WHAT IS EXPECTED
Determine the number of lines in the data below that contain the string "dead", and respond with that number alone.

SUPPLIED RECORDS
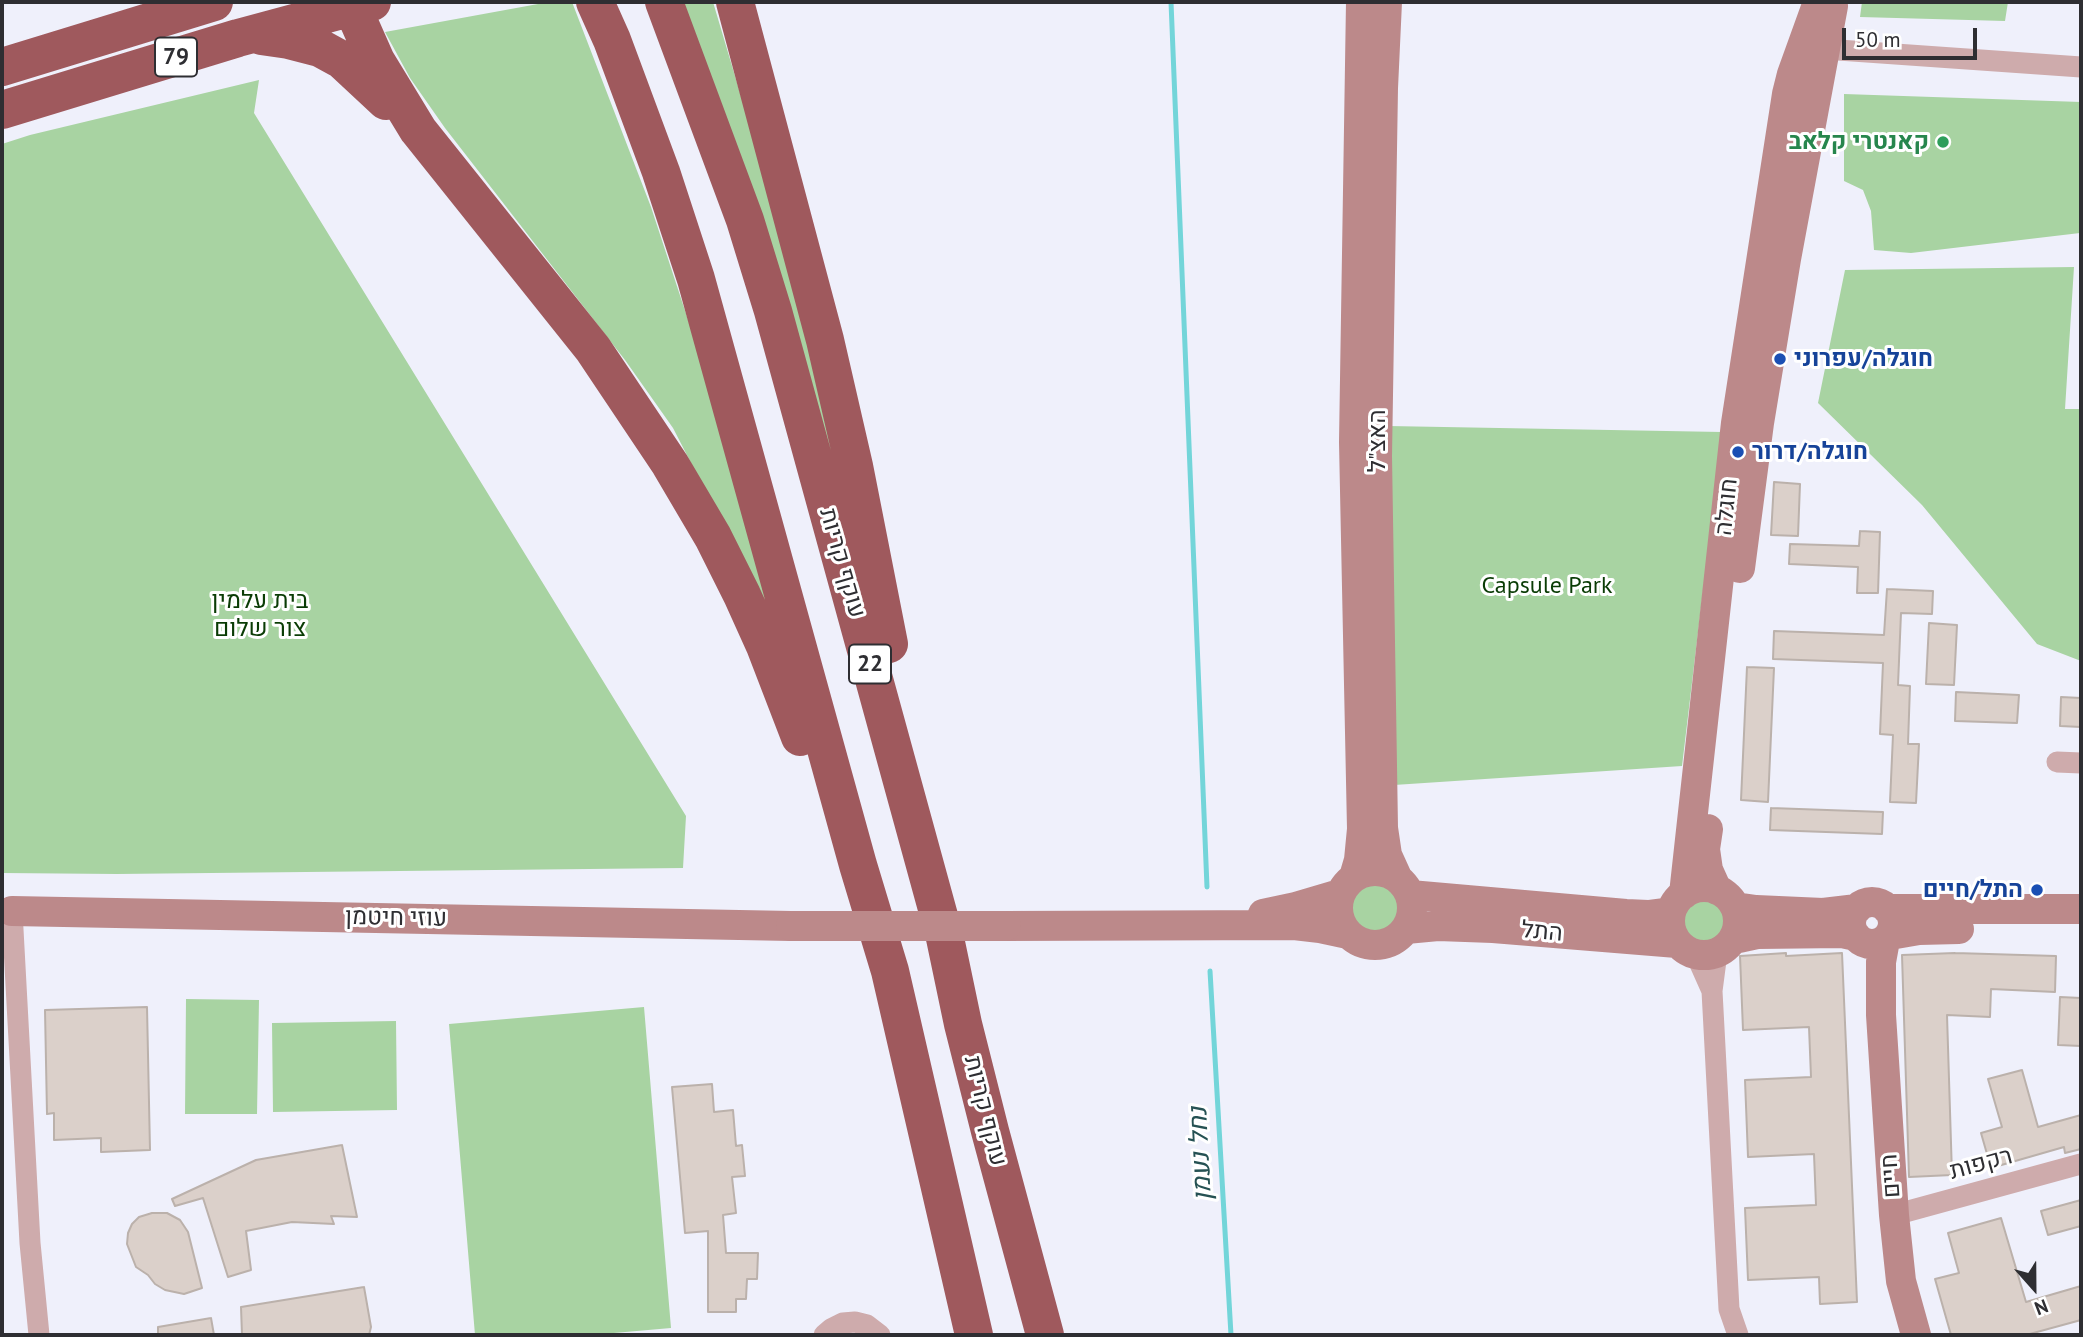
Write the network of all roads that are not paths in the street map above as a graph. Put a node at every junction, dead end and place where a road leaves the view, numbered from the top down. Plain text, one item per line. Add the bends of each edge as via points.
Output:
1 (214, 2) edge
2 (595, 2) edge
3 (664, 2) edge
4 (735, 2) edge
5 (752, 2) edge
6 (1361, 2) edge
7 (1387, 2) edge
8 (1818, 2) edge
9 (1834, 2) edge
10 (358, 3) edge
11 (238, 38) junction
12 (1824, 50) junction
13 (2, 67) edge
14 (2081, 67) edge
15 (2, 110) edge
16 (764, 112) junction
17 (418, 130) junction
18 (2057, 762) dead end
19 (2081, 762) edge
20 (1688, 852) junction
21 (1347, 886) junction
22 (1404, 886) junction
23 (1726, 898) junction
24 (1678, 903) junction
25 (2081, 909) edge
26 (5, 914) edge
27 (1626, 914) junction
28 (1182, 925) junction
29 (1873, 928) junction
30 (1406, 929) junction
31 (2081, 929) edge
32 (1348, 934) junction
33 (945, 938) junction
34 (1706, 947) junction
35 (907, 1047) junction
36 (2081, 1164) edge
37 (1894, 1215) junction
38 (39, 1335) edge
39 (824, 1335) edge
40 (880, 1335) edge
41 (974, 1335) edge
42 (1045, 1335) edge
43 (1738, 1335) edge
44 (1916, 1335) edge

1 - 13 highway, 79
2 - 35 highway via 696,279 890,971
3 - 33 highway, עוקף קריות / 22 via 757,259
4 - 16 highway
5 - 16 highway
6 - 21 street, האצ"ל via 1354,442 1362,829 1359,860
7 - 22 street, האצ"ל via 1377,456 1383,828 1387,855
8 - 20 street, חוגלה via 1787,94 1736,423
9 - 12 street, חוגלה
10 - 11 highway, 79
10 - 17 highway via 376,61
11 - 15 highway, 79
11 - 17 highway via 265,36 320,48 342,60
12 - 14 street
12 - 23 street, חוגלה via 1759,423 1705,849 1707,870
16 - 33 highway via 854,466
17 - 35 highway via 593,349 713,537 788,705
18 - 19 street
20 - 24 street, חוגלה
20 - 27 street via 1664,892
21 - 22 street via 1365,872 1376,870 1387,872
21 - 28 street via 1296,907
21 - 32 street via 1337,906
22 - 27 street, התל
22 - 30 street via 1413,906
23 - 24 street via 1705,887 1694,889
23 - 29 street, התל via 1756,910 1823,913
23 - 34 street via 1738,923
24 - 27 street, התל via 1648,915
24 - 34 street via 1670,922 1672,933
25 - 29 street, התל
26 - 28 street, עוזי חיטמן, bridge via 791,926
26 - 38 street
28 - 32 street via 1294,925
29 - 31 street, התל
29 - 34 street, התל via 1757,934
29 - 37 street, חיים
30 - 32 street via 1398,938 1375,946
30 - 34 street, התל via 1479,928
33 - 42 highway, עוקף קריות / 22 via 963,1024
34 - 43 street via 1729,1309
35 - 41 highway
36 - 37 street, רקפות
37 - 44 street, חיים via 1901,1281
39 - 40 street via 843,1323 855,1322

TASK RESPONSE
2